# ABOUT THIS EXERCISE:
Show every line in the material below in which the string "highway" appears.

# INPUT RECORDS:
######

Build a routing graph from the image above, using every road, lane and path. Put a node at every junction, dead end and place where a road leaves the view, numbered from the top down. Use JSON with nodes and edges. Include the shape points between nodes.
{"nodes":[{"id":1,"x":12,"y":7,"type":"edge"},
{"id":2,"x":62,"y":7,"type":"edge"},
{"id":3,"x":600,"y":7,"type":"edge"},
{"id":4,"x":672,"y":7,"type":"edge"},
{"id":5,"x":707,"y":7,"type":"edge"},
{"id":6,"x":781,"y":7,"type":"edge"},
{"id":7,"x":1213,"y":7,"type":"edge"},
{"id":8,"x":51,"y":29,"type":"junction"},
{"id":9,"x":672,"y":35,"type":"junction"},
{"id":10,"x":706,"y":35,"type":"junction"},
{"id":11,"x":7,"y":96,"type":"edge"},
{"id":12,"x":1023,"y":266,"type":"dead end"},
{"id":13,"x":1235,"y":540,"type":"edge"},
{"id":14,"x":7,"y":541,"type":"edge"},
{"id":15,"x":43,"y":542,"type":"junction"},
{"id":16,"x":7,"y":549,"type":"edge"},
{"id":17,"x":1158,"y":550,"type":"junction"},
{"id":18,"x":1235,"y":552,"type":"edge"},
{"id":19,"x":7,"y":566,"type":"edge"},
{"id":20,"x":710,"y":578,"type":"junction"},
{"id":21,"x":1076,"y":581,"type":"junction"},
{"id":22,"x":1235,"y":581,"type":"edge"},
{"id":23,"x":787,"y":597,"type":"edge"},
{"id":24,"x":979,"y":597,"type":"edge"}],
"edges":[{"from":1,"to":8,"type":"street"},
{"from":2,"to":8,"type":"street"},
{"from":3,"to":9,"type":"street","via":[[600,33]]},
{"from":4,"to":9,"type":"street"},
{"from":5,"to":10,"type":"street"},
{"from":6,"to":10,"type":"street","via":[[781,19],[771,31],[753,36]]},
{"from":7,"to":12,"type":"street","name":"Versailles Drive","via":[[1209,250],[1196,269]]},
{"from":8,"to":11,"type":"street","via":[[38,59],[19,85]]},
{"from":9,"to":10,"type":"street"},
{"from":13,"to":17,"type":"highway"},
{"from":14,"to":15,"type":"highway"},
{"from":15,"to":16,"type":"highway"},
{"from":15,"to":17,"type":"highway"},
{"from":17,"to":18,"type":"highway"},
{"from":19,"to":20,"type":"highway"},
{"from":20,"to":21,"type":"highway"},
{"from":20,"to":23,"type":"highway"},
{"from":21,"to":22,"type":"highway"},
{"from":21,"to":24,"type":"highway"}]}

######

# WRITTEN SOLUTION:
{"from":13,"to":17,"type":"highway"},
{"from":14,"to":15,"type":"highway"},
{"from":15,"to":16,"type":"highway"},
{"from":15,"to":17,"type":"highway"},
{"from":17,"to":18,"type":"highway"},
{"from":19,"to":20,"type":"highway"},
{"from":20,"to":21,"type":"highway"},
{"from":20,"to":23,"type":"highway"},
{"from":21,"to":22,"type":"highway"},
{"from":21,"to":24,"type":"highway"}]}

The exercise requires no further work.